平原の中央に鎮座し、東西南北に道を伸ばす巨大な町。
「あれが商業国家、商都リスタッツァ」
手に入らないものはないとさえ謳われる町だ。俺の求める物もきっとあるだろう。
「そろそろフードを被って行こうか」
リスタッツァは活気溢れるいい街だが、言い換えてしまうと、作る売る買う、それさえできれば誰でも歓迎する町。お世辞にも治安がいい町とは言い難い。女の二人旅ではいらん面倒に寄ってくる。
「大人になれたのは嬉しいですけど、こういうのは嫌ですね」
文句を垂らしながら、布に紐をつけただけの簡易な外套を頭まで被るミリア。
「我慢してくれ」
エルフは男女問わず全員が美しい容姿の上、森から出てくる個体が少ない種族だ。目をつけられる理由しかない。
「もしレイが攫われたら私が助けてあげますからね?」
年下の皮肉など年上の俺が寛大な心で許してやろう。
「じゃぁ俺はフードはいらないなぁ?」
「あ! ずるいですよ?!」
フードを脱ごうとする俺をやや乱暴に止めたミリアは、そのままフードの上から頭をもみくちゃにしてくる。
「やったな?」
仕返しをして逃げて、じゃれ合って笑い合って、そうしている内に町の入り口にたどり着いた。
「わぁぁぁ……すごい。人がいっぱいですよ!」
入り口だけで百以上の人だかり。ミリアが目を輝かせる横で、俺は今日中に町に入れるのかを心配する。

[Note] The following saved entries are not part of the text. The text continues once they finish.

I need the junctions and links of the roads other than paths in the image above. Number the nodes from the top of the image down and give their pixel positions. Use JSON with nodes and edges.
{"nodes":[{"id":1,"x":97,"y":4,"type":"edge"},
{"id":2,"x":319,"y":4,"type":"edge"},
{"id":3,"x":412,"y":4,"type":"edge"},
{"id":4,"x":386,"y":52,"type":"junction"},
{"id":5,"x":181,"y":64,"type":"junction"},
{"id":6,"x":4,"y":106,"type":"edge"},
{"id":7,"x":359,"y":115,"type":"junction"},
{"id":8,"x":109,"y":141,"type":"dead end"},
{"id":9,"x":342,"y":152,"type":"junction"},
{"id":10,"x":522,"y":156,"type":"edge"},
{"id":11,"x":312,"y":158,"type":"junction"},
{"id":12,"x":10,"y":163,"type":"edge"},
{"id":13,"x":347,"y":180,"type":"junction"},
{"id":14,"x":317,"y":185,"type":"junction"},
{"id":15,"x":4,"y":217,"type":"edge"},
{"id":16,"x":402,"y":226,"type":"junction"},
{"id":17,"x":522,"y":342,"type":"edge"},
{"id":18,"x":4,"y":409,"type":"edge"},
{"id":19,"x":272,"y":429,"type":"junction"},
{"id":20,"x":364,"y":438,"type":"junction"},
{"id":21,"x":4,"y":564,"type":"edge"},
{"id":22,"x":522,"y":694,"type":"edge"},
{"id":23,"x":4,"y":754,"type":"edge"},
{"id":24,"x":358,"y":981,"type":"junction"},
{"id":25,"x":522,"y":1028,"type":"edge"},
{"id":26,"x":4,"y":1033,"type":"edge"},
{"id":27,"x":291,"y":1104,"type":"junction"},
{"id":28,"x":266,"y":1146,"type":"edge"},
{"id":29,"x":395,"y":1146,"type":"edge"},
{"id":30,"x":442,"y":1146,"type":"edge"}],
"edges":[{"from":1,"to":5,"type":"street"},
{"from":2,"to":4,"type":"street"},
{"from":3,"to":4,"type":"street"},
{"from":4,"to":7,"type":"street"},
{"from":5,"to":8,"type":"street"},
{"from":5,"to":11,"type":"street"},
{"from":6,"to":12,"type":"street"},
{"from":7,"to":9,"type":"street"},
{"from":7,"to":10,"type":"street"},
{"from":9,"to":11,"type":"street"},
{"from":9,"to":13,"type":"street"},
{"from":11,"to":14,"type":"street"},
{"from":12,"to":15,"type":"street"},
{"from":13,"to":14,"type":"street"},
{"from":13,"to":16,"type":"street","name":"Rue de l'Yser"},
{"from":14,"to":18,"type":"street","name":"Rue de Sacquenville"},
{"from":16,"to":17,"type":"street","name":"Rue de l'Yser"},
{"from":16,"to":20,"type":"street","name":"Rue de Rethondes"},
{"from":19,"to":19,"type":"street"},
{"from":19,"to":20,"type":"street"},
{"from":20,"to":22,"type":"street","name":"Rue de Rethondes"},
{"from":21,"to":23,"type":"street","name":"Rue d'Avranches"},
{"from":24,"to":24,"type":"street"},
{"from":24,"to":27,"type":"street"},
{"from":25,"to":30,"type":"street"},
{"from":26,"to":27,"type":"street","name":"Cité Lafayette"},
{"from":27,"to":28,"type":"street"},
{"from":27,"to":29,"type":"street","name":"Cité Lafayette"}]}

「おーい、そこなフードの二人。商人じゃないならこっちだぞ!」
周りを見渡せば頭までフードを被っているのは俺たちだけ、そして言っている通り、周りは皆何かしらで荷物を抱えた者ばかりだ。列を離れて呼んでくれた兵士に歩み寄るとにっこりと爽やかな笑顔を見せてくれた。
「ようこそ再始動の町リスタッツァへ。フードを取って名前と目的を教えてくれ」
「俺はレイナ。こっちはミリアだ。目的は金稼ぎだ」
フードを取らずに答えてみたが、持っているペンを軽く回して取れと命令される。
「勘弁してもらえないか?」
「悪いがそれはできない相談だ。最近は犯罪行動が多くてな、警備を厳重にしたばかりだ」
兵士の目つきが少しだけ警戒の色を濃くする。顔を見られたなくないのは後ろめたい行為をしている者も同じだからだ。
無言でにらみ合うが、時間が経つだけ立場を悪くする。
「仕方ねぇ」
フードを取って軽く髪を直す。
「あ、レイだけずるい」
「待てミリア。そっちも女だ。わかるだろ? 面倒は御免なんだ聞いてんか?」
見惚れるのは構わないが、顔を出している時間は短くしたい。少し強めの口調で意識を仕事へ向けさせる。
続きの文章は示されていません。